(Stored items)
>>>
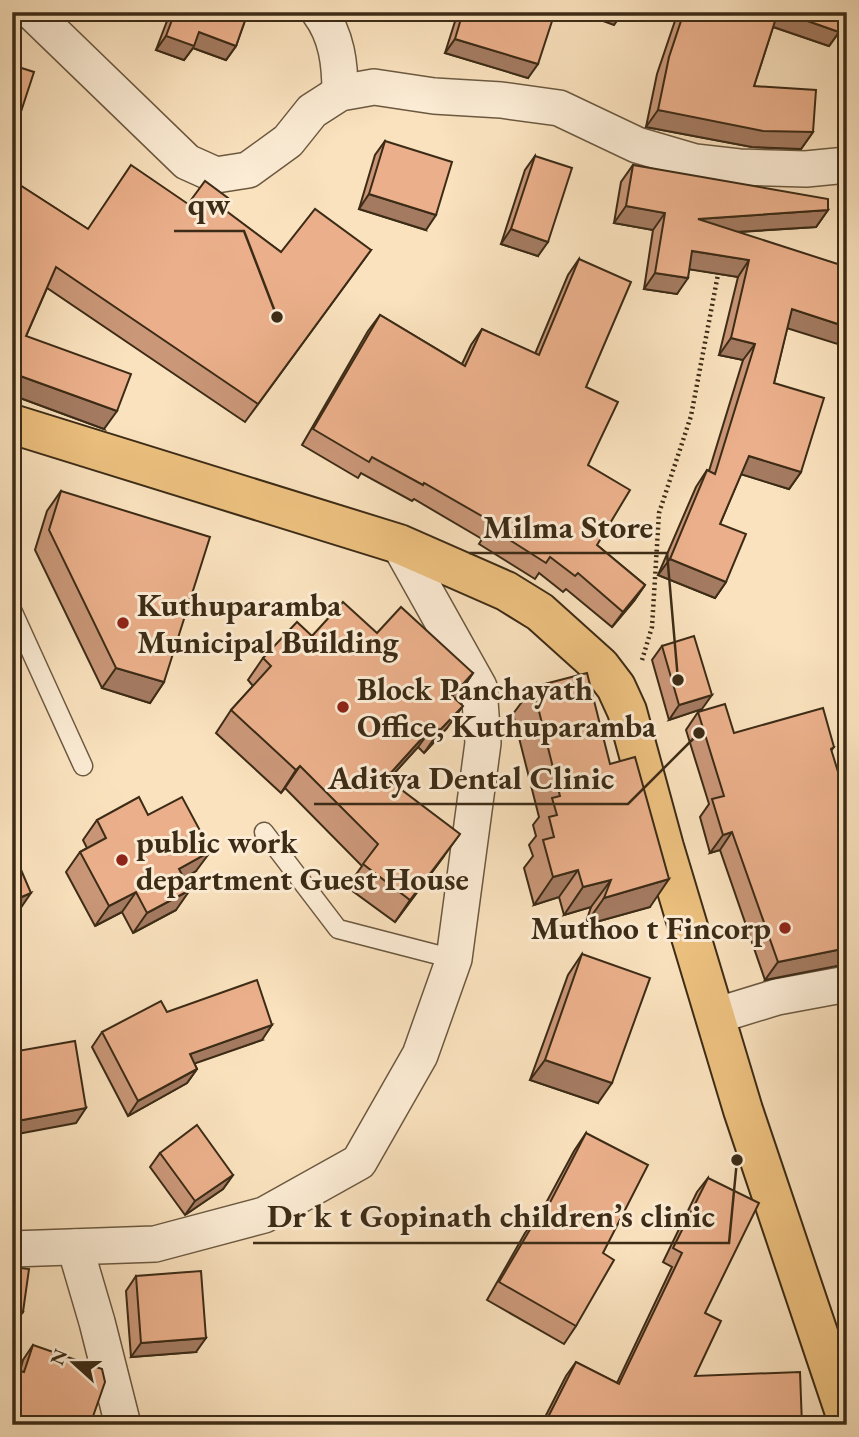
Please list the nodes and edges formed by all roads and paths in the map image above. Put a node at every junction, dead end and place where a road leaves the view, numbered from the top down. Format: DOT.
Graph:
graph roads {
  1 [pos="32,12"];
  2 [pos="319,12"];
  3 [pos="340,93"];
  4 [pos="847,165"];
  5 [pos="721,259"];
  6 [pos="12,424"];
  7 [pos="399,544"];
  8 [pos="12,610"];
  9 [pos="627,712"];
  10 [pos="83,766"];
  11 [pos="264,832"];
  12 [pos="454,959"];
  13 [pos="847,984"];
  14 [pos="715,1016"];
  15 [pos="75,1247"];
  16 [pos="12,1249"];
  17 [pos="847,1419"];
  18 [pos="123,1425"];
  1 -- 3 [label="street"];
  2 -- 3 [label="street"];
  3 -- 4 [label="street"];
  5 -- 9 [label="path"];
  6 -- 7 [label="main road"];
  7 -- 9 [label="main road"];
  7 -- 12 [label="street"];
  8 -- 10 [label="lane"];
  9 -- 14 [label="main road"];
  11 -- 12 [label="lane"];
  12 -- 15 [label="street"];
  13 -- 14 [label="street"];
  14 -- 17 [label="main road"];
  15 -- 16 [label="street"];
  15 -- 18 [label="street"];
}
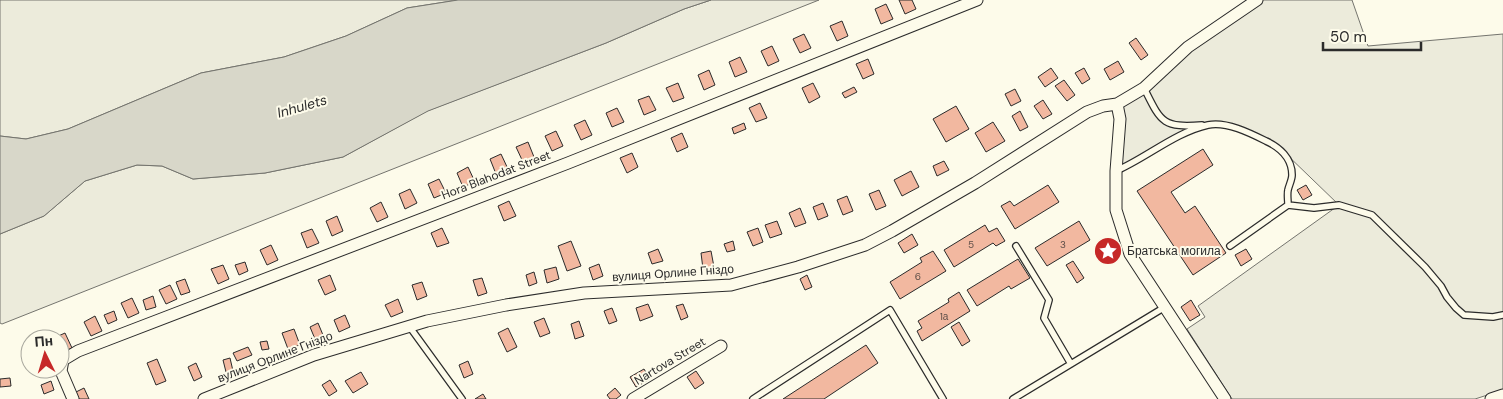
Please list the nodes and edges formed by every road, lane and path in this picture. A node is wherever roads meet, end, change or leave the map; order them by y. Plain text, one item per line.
<<<
**Required action**
Please give all of the data again, exact and free of pictures.

**Response**
Please list the nodes and edges formed by all roads and paths in the map image above. Put a node at every junction, dead end and place where a road leaves the view, numbered from the top down. Format: DOT.
Graph:
graph roads {
  1 [pos="32,12"];
  2 [pos="319,12"];
  3 [pos="340,93"];
  4 [pos="847,165"];
  5 [pos="721,259"];
  6 [pos="12,424"];
  7 [pos="399,544"];
  8 [pos="12,610"];
  9 [pos="627,712"];
  10 [pos="83,766"];
  11 [pos="264,832"];
  12 [pos="454,959"];
  13 [pos="847,984"];
  14 [pos="715,1016"];
  15 [pos="75,1247"];
  16 [pos="12,1249"];
  17 [pos="847,1419"];
  18 [pos="123,1425"];
  1 -- 3 [label="street"];
  2 -- 3 [label="street"];
  3 -- 4 [label="street"];
  5 -- 9 [label="path"];
  6 -- 7 [label="main road"];
  7 -- 9 [label="main road"];
  7 -- 12 [label="street"];
  8 -- 10 [label="lane"];
  9 -- 14 [label="main road"];
  11 -- 12 [label="lane"];
  12 -- 15 [label="street"];
  13 -- 14 [label="street"];
  14 -- 17 [label="main road"];
  15 -- 16 [label="street"];
  15 -- 18 [label="street"];
}
Please list the nodes and edges formed by every road, lane and path in this picture. A node is wherever roads meet, end, change or leave the map; order them by y. Plain text, one item per line.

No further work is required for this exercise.